Memo to all current and future candidates: Quit your whining. If you want to fight back, fight back, but make sure to project yourself as calm and rational when doing so. Or if you think you can get away with it, take a page from President Bush and politely decline to comment. But seriously -- quit your whining.
P.S. Armed Prophet would be badly in error if I did not point out that Dick Gephardt apparently does grasp this point. The above comments therefore do not apply to him. Showing up on "Fox & Friends" this morning, he said of the ads:
They're legitimate debates about issues. ... I'm happy to have this debate with him and the other candidates. This is what you do in elections.

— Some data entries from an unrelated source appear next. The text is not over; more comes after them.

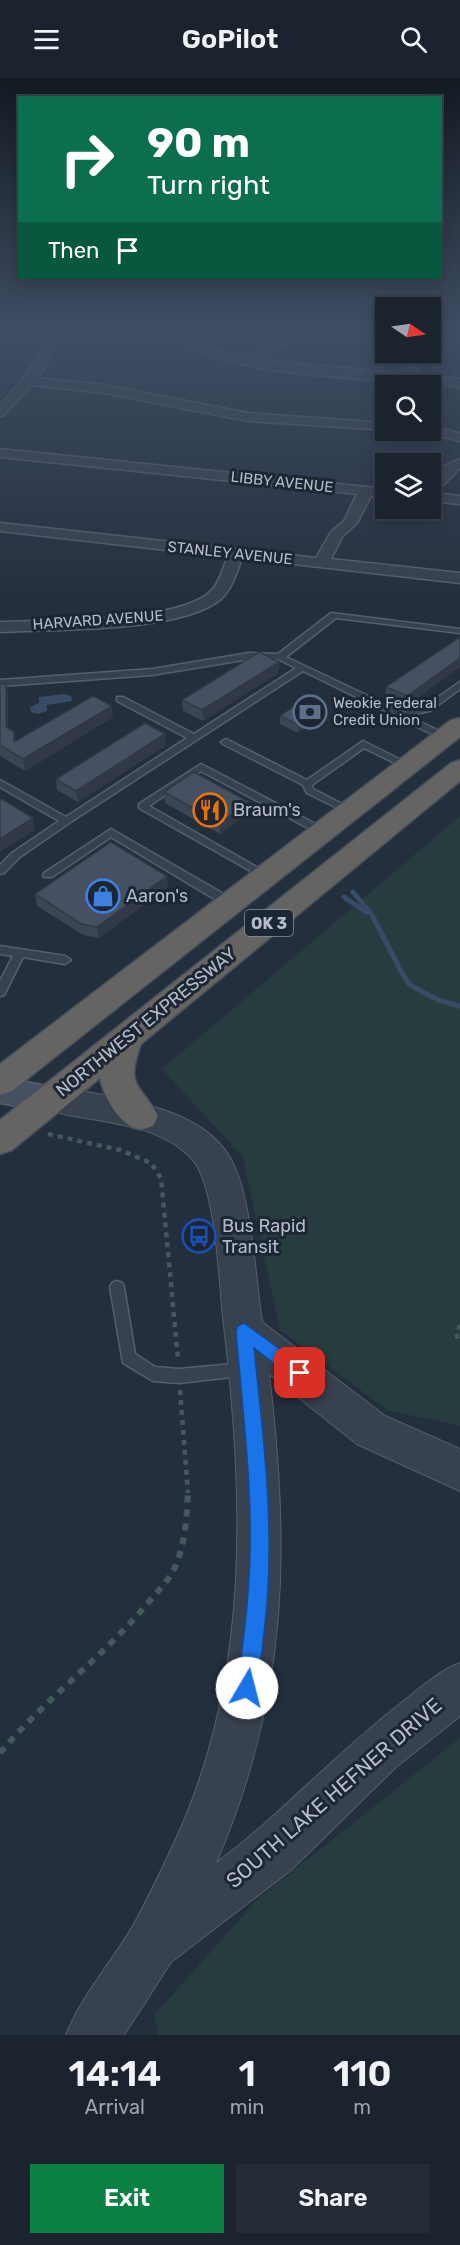 <!DOCTYPE html>
<html lang="en">
<head>
<meta charset="utf-8">
<style>
	:root { --surface:#1b232e; --page:#242b36; --text:#f1f3f6; --muted:#a0a4aa; --line:#39404a; --accent:#0b8043 }
	body { margin:0; font-family:Rubik,sans-serif; background:var(--page); color:var(--text); height:100vh; display:flex; flex-direction:column; font-size:22px; white-space:nowrap }
	* { box-sizing:border-box; margin:0 }
	p { font-size:20px; color:var(--muted) }
	.icon { flex:none; width:33px; height:33px; fill:none; stroke:currentColor; stroke-width:2; stroke-linecap:round; stroke-linejoin:round }
	.map { position:relative; height:1957px; overflow:hidden }
	.side { display:flex; flex-direction:column; background:var(--surface); flex:1 }
	.side>* { flex:none }
	.banner { position:absolute; left:18px; top:18px; width:424px; height:183px; border-radius:0px; box-shadow:0 3px 15px #0003,0 0 0 2px var(--line); background:#0b6e4f; color:#fff; overflow:hidden }
	.needle { width:39px; rotate:103deg }
	.fabs { position:absolute; left:375px; top:219px; display:grid; gap:12px }
	.fabs a { display:grid; place-items:center; width:66px; height:66px; border-radius:0px; background:var(--surface); box-shadow:0 3px 15px #0003,0 0 0 2px var(--line); font-size:30px }
	.pin { position:absolute; display:grid; place-items:center; width:51px; height:51px; color:#fff; margin:-26px; border-radius:12px; box-shadow:0 3px 9px #0006 }
	.me { position:absolute; width:66px; margin:-33px; rotate:8deg; stroke-linejoin:round; filter:drop-shadow(0 0 4px #0008) }
	.turn { display:flex; align-items:center; gap:21px; height:126px; padding:0 30px; font-size:27px }
	.turn .icon { width:78px; height:78px; stroke-width:2.5 }
	.turn b { display:block; font-size:42px; line-height:51px }
	.then { display:flex; align-items:center; height:57px; padding:0 30px; background:#0003; gap:12px; font-size:22px }
	.eta { display:flex; justify-content:space-evenly; align-items:center; height:102px; text-align:center }
	.eta b { font-size:36px; font-weight:600; line-height:42px }
	.cta { display:flex; gap:12px; margin-top:auto; padding:12px 30px }
	.cta a { flex:1; height:69px; border-radius:0px; background:var(--accent); color:#fff; font-size:24px; font-weight:600; line-height:69px; text-align:center }
	.cta a+a { background:var(--page); color:var(--text) }
	header { display:flex; justify-content:space-between; align-items:center; height:78px; padding:0 30px; background:var(--surface); font-size:27px; font-weight:600 }
	.map>svg:first-child { display:block }
	.green { fill:#263c3f }
	.water { fill:#394c67 }
	.lines { fill:none; stroke-linecap:round; stroke-linejoin:round }
	.stream { stroke:#394c67; stroke-width:5 }
	.service-casing { stroke:#565f6c; stroke-width:3 }
	.minor-casing { stroke:#565f6c; stroke-width:3 }
	.tertiary-casing { stroke:#565f6c; stroke-width:2 }
	.secondary-casing { stroke:#565f6c; stroke-width:3 }
	.trunk-casing { stroke:#434c59; stroke-width:3 }
	.path-far1 { stroke:#44595c; stroke-width:4.5; stroke-dasharray:5 5; stroke-linecap:butt }
	.path { stroke:#44595c; stroke-width:6; stroke-dasharray:7 7; stroke-linecap:butt }
	.service { fill:#38414e; fill-rule:evenodd }
	.minor { fill:#38414e; fill-rule:evenodd }
	.tertiary { fill:#38414e; fill-rule:evenodd }
	.secondary { fill:#465061; fill-rule:evenodd }
	.trunk { fill:#656462; fill-rule:evenodd }
	.wall { fill:#3b4654 }
	.shaded-wall { fill:#303945 }
	.building { fill:#455162; stroke:#303945; stroke-width:1.5 }
	.route { fill:#1a73e8; stroke:#114b97; stroke-width:1.5 }
	.labels { text-anchor:middle; stroke-width:6; stroke-linejoin:round; paint-order:stroke }
	.far-street-label { font-size:15px; fill:#b4bcc9; stroke:#1d2633 }
	.far-poi-label { font-size:15px; fill:#b4bcc9; stroke:#1d2633; text-anchor:start }
	.shield { fill:#1d2633; stroke:#878f9c; stroke-width:1.5 }
	.shield-label { font-size:16px; font-weight:bold; fill:#b4bcc9 }
	.poi-label { font-size:18px; fill:#b4bcc9; stroke:#1d2633; text-anchor:start }
	.street-label { font-size:18px; fill:#b4bcc9; stroke:#1d2633 }
	.near-street-label { font-size:21px; fill:#b4bcc9; stroke:#1d2633 }
</style>
</head>
<body>
<header><svg class="icon" aria-label="menu" viewBox="0 0 24 24"><path d="M4 6h16M4 12h16M4 18h16"/></svg>GoPilot<svg class="icon" aria-label="search" viewBox="0 0 24 24"><circle cx="10" cy="10" r="6"/><path d="M15 15l6 6"/></svg></header>
<div class="map">
<svg width="460" height="1957" viewBox="0 0 460 1957">
	<rect width="100%" height="100%" fill="#242f3e"/>
	<!-- green -->
	<g class="green">
		<polygon points="460,738 460,1348 387,1332 280,1252 243,1079 162,991"/>
		<polygon points="460,1660 460,1957 159,1957 154,1937 259,1820"/>
	</g>
	<!-- water -->
	<polygon class="water" points="64,616 71,618 72,623 47,627 47,633 38,636 31,634 30,629 39,625 39,619"/>
	<g class="lines">
		<!-- stream -->
		<g class="stream">
			<polyline points="353,814 372,837 403,897 410,907 438,922 460,928"/>
			<polyline points="344,819 366,834"/>
		</g>
		<defs>
			<g id="service">
				<polygon points="331,535 460,551 460,555 336,540 286,579 404,635 408,632 424,629 460,604 460,611 430,633 414,636 410,639 448,657 448,661 442,661 303,593 69,745 20,779 4,795 0,796 0,787 12,775 59,743 0,709 0,702 66,739 187,660 117,623 117,619 123,619 194,656 296,590 278,581 249,581 152,597 0,608 0,602 152,591 249,575 278,576"/>
				<polygon points="226,661 307,702 363,663 413,688 411,690 405,690 364,670 312,707 313,711 352,731 352,735 349,736 307,715 303,707 223,666 221,664"/>
				<polygon points="201,686 327,752 328,754 327,756 319,756 201,693 149,728 269,796 270,798 269,800 265,801 139,730 139,726"/>
				<polygon points="111,751 234,822 235,825 230,829 226,828 111,759 52,799 44,799 43,797 44,795"/>
				<polygon points="0,868 65,878 71,882 65,886 23,879 4,917 0,918 0,903 13,878 0,876"/>
				<polygon points="117,1203 122,1205 124,1209 135,1276 155,1289 179,1291 244,1285 249,1287 251,1292 249,1297 179,1305 153,1303 123,1285 110,1209 112,1205"/>
			</g>
			<g id="minor">
				<path d="M45 250H56C55 270 48 285 37 300L105 307 248 335 386 345 387 352 248 343 105 315 31 307 4 337 0 338V327C22 303 42 284 45 250Z"/>
				<path d="M167 250H179C199 269 223 274 250 279L287 257H295V261L262 282 404 296 411 274H423L415 297 460 301V309C378 298 262 303 188 269 180 265 172 257 167 250Z"/>
				<polygon points="430,349 460,355 460,363 419,352 430,352"/>
				<path d="M0 371 386 411V419L371 418 357 445 342 459 331 481 460 495V505L242 480C237 494 232 511 221 521 180 555 54 551 0 554V544C46 542 182 545 212 512 220 503 223 489 228 479L0 453V445L316 480 331 454 344 443 357 416 0 379Z"/>
				<polygon points="460,381 460,390 435,415 460,418 460,426 430,423 430,404 444,388"/>
			</g>
			<path id="tertiary" d="M51 1008C105 1018 198 1026 229 1078 252 1116 255 1199 262 1244L385 1338 460 1371V1413L357 1366 269 1296C290 1474 288 1618 216 1785 281 1737 335 1676 400 1626 419 1611 437 1594 460 1585V1638L396 1689 291 1792 171 1884 124 1957H66C82 1917 112 1884 134 1846 149 1819 162 1791 175 1763 252 1598 244 1416 223 1239 219 1202 216 1107 192 1081 154 1040 89 1046 40 1030L35 1021 40 1012Z"/>
			<polygon id="secondary" points="0,999 63,1011 68,1021 63,1031 51,1034 0,1025"/>
			<g id="trunk">
				<polygon points="460,640 460,659 12,1013 0,1017 0,986 451,642"/>
				<path d="M460 682V703L141 966C125 1011 140 1004 158 1038L153 1048C149 1049 144 1052 139 1051 120 1049 103 1017 100 1000L12 1072 0 1076V1042L451 685Z"/>
			</g>
		</defs>
		<!-- service casing -->
		<use href="#service" class="service-casing"/>
		<!-- minor casing -->
		<use href="#minor" class="minor-casing"/>
		<!-- tertiary casing -->
		<use href="#tertiary" class="tertiary-casing"/>
		<!-- secondary casing -->
		<use href="#secondary" class="secondary-casing"/>
		<!-- trunk casing -->
		<use href="#trunk" class="trunk-casing"/>
		<!-- path-far1 -->
		<g class="path-far1">
			<polyline points="48,1056 120,1072 151,1085 161,1100 178,1281"/>
			<polyline points="460,1247 456,1256 460,1265"/>
			<polyline points="180,1312 188,1415"/>
		</g>
		<!-- path -->
		<path class="path" d="M0 1675C45 1621 102 1580 147 1526 156 1515 169 1503 175 1489 185 1467 187 1438 188 1413"/>
		<!-- service -->
		<use href="#service" class="service"/>
		<!-- minor -->
		<use href="#minor" class="minor"/>
		<!-- tertiary -->
		<use href="#tertiary" class="tertiary"/>
		<!-- secondary -->
		<use href="#secondary" class="secondary"/>
		<!-- trunk -->
		<use href="#trunk" class="trunk"/>
	</g>
	<!-- wall -->
	<g class="wall">
		<polygon points="460,559 460,589 405,629 385,620 386,609"/>
		<polygon points="279,584 278,595 203,643 183,633 182,622"/>
		<polygon points="0,606 6,606 8,617 8,650 16,663 113,639 25,693 0,678"/>
		<polygon points="280,638 320,640 298,655 280,646"/>
		<polygon points="166,667 78,724 57,712 56,701"/>
		<polygon points="164,714 249,724 249,735 220,756 165,725"/>
		<polygon points="168,809 99,860 83,857 37,828 35,816"/>
	</g>
	<!-- shaded-wall -->
	<g class="shaded-wall">
		<polygon points="460,580 460,589 405,629 407,618"/>
		<polygon points="279,584 278,595 203,643 202,632"/>
		<polygon points="6,606 8,617 8,660 6,649"/>
		<polygon points="112,628 113,639 25,693 23,681"/>
		<polygon points="320,633 320,640 298,655 299,647"/>
		<polygon points="165,656 166,667 78,724 76,713"/>
		<polygon points="249,724 249,735 220,756 220,745"/>
		<polygon points="33,740 35,752 0,774 0,761"/>
		<polygon points="167,798 168,809 99,860 97,849"/>
	</g>
	<!-- building -->
	<g class="building">
		<polygon points="460,559 460,580 407,618 386,609"/>
		<polygon points="259,574 279,584 202,632 182,622"/>
		<polygon points="0,606 6,606 6,649 14,654 14,664 93,618 112,628 23,681 0,667"/>
		<polygon points="302,623 320,633 299,647 280,638"/>
		<polygon points="145,645 165,656 76,713 56,701"/>
		<polygon points="194,694 249,724 220,745 164,714"/>
		<polygon points="0,720 33,740 0,761"/>
		<polygon points="111,764 167,798 97,849 81,846 35,816"/>
	</g>
	<!-- sky -->
	<linearGradient id="sky" x2="0" y2="1"><stop stop-color="#141a22"/><stop offset="0.48" stop-color="#3f4d63"/><stop offset="1" stop-color="#3f4d63" stop-opacity="0"/></linearGradient>
	<rect width="460" height="524" fill="url(#sky)"/>
	<!-- route -->
	<path class="route" d="M244 1245 306 1290 308 1295 306 1301 300 1303 294 1301 254 1270C261 1339 270 1408 269 1477 269 1522 263 1566 257 1610L254 1617 247 1620 240 1617 237 1610C243 1566 249 1522 250 1477 252 1402 242 1328 236 1253L238 1248Z"/>
	<!-- icons -->
	<defs>
		<symbol id="bank-ring" viewBox="-11 -11 22 22"><circle r="9.5" fill="#1d2633" stroke="#5c6f8a" stroke-width="1.5"/><path d="M-6-4H6V4H-6ZM0-2.3a2.3 2.3 0 1 0 0 4.6a2.3 2.3 0 1 0 0-4.6Z" fill="#5c6f8a"/></symbol>
		<symbol id="restaurant-ring" viewBox="-11 -11 22 22"><circle r="9.5" fill="#1d2633" stroke="#e8710a" stroke-width="1.5"/><path d="M-5-6h1v4h1v-4h1v4h1v-4h1v5L-1.5 .5V6h-2V.5L-5-1ZM5-6V6H3V1.5H1.5Q1.5-4 5-6Z" fill="#e8710a"/></symbol>
		<symbol id="shop-ring" viewBox="-11 -11 22 22"><circle r="9.5" fill="#1d2633" stroke="#3f7fe0" stroke-width="1.5"/><path d="M-5-2.5h2.3a2.7 3.5 0 0 1 5.4 0H5L5.5 6h-11ZM-1.5-2.5h3a1.5 2.3 0 0 0-3 0Z" fill="#3f7fe0"/></symbol>
		<symbol id="bus-ring" viewBox="-11 -11 22 22"><circle r="9.5" fill="#1d2633" stroke="#1a4fb4" stroke-width="1.5"/><path d="M-5-6H5V4H4V6H2V4H-2V6H-4V4H-5ZM-3.5-4V0h7V-4ZM-3.5 1.2v1.5H-2V1.2ZM2 1.2v1.5H3.5V1.2Z" fill="#1a4fb4"/></symbol>
	</defs>
	<g fill-rule="evenodd">
		<use href="#bank-ring" x="291" y="615" width="38" height="38"/>
		<use href="#restaurant-ring" x="191" y="713" width="38" height="38"/>
		<use href="#shop-ring" x="84" y="799" width="38" height="38"/>
		<use href="#bus-ring" x="180" y="1139" width="38" height="38"/>
	</g>
	<g class="labels">
		<!-- far-street labels -->
		<g class="far-street-label">
			<text transform="translate(282 404) rotate(6)" y="5">LIBBY AVENUE</text>
			<text transform="translate(230 475) rotate(6)" y="5">STANLEY AVENUE</text>
			<text transform="translate(98 542) rotate(-4)" y="5">HARVARD AVENUE</text>
		</g>
		<!-- far-poi labels -->
		<g class="far-poi-label">
			<text x="333" y="630">Weokie Federal<tspan x="333" dy="17">Credit Union</tspan></text>
		</g>
		<!-- shield labels -->
		<rect class="shield" x="245" y="832" width="48" height="26" rx="4.5"/>
		<g class="shield-label">
			<text x="269" y="851">OK 3</text>
		</g>
		<!-- poi labels -->
		<g class="poi-label">
			<text x="233" y="738">Braum's</text>
			<text x="126" y="824">Aaron's</text>
			<text x="222" y="1154">Bus Rapid<tspan x="222" dy="21">Transit</tspan></text>
		</g>
		<!-- street labels -->
		<g class="street-label">
			<text transform="translate(146 944) rotate(-39)" y="6">NORTHWEST EXPRESSWAY</text>
		</g>
		<!-- near-street labels -->
		<g class="near-street-label">
			<text transform="translate(334 1715) rotate(-41)" y="7">SOUTH LAKE HEFNER DRIVE</text>
		</g>
	</g>
</svg>
<div class="fabs">
<a><svg class="needle" viewBox="-14 -14 28 28"><path d="M0-13l5 13h-10z" fill="#e53935"/><path d="M0 13l5-13h-10z" fill="#a0a4aa"/></svg></a>
<a><svg class="icon" aria-label="search" viewBox="0 0 24 24"><circle cx="10" cy="10" r="6"/><path d="M15 15l6 6"/></svg></a>
<a><svg class="icon" aria-label="layers" viewBox="0 0 24 24"><path d="M12 4l9 5-9 5-9-5zM3 14l9 5 9-5"/></svg></a>
</div>
<div class="pin" style="left:300px;top:1295px;background:#d93025"><svg class="icon" aria-label="arrive" viewBox="0 0 24 24"><path d="M6 21V4h12l-3 4 3 4H6"/></svg></div>
<svg class="me" style="left:247px;top:1610px" viewBox="-20 -20 40 40"><circle r="19" fill="#fff"/><path d="M0-13L10 11 0 6-10 11z" fill="#1a73e8"/></svg>
<div class="banner">
<div class="turn"><svg class="icon" aria-label="right" viewBox="0 0 24 24"><path d="M7 20v-9h11M14 6l5 5-5 5"/></svg><div><b>90 m</b>Turn right</div></div>
<div class="then">Then<svg class="icon" aria-label="arrive" viewBox="0 0 24 24"><path d="M6 21V4h12l-3 4 3 4H6"/></svg></div>
</div>
</div>
<section class="side">
<div class="eta">
<div><b>14:14</b><p>Arrival</p></div>
<div><b>1</b><p>min</p></div>
<div><b>110</b><p>m</p></div>
</div>
<div class="cta"><a>Exit</a><a>Share</a></div>
</section>
</body>
</html>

Exactly! Kudos to him for not being as thin-skinned as Kerry. Especially considering that Gephardt is threatened by Dean in Iowa like Kerry is in New Hampshire. Gephardt has always struck me as a sensible man, and for grasping this point, he deserves some credit. Unfortunately, he doesn't grasp the value of NAFTA
or of free trade in general. So don't take this as an endorsement.
P.P.S. In a campaign almost as closely followed as this one, Arnold Schwarzenegger aired negative television commercials against Gray Davis in the final weeks of the recall campaign, even though he pledged not to during one of his early press conferences. Why all the furor over Dean, but not Ahnuld? One reason might be that most of the state, even those who voted against the recall, already agreed that Davis had horribly bungled stae matters. Another may be Schwarzenegger's "teflon," proven a week later when the sexual harassment allegations against him didn't stick. Probably there are other reasons as well. But the selective outrage on the part of the media -- here's a New York Times headline from Thursday: "In New Ads, Dean Becomes First in Campaign to Attack Fellow Democrats" -- is strange. Especially curious because Arnold ran and Dean is running, the "outsider." The NY Times ran no such articles about Schwarzeneggger. So why the disparity?
P.P.P.S. Is it only because Dean is not a Republican that Kerry has not yet accused the former governor of impugning his patriotism?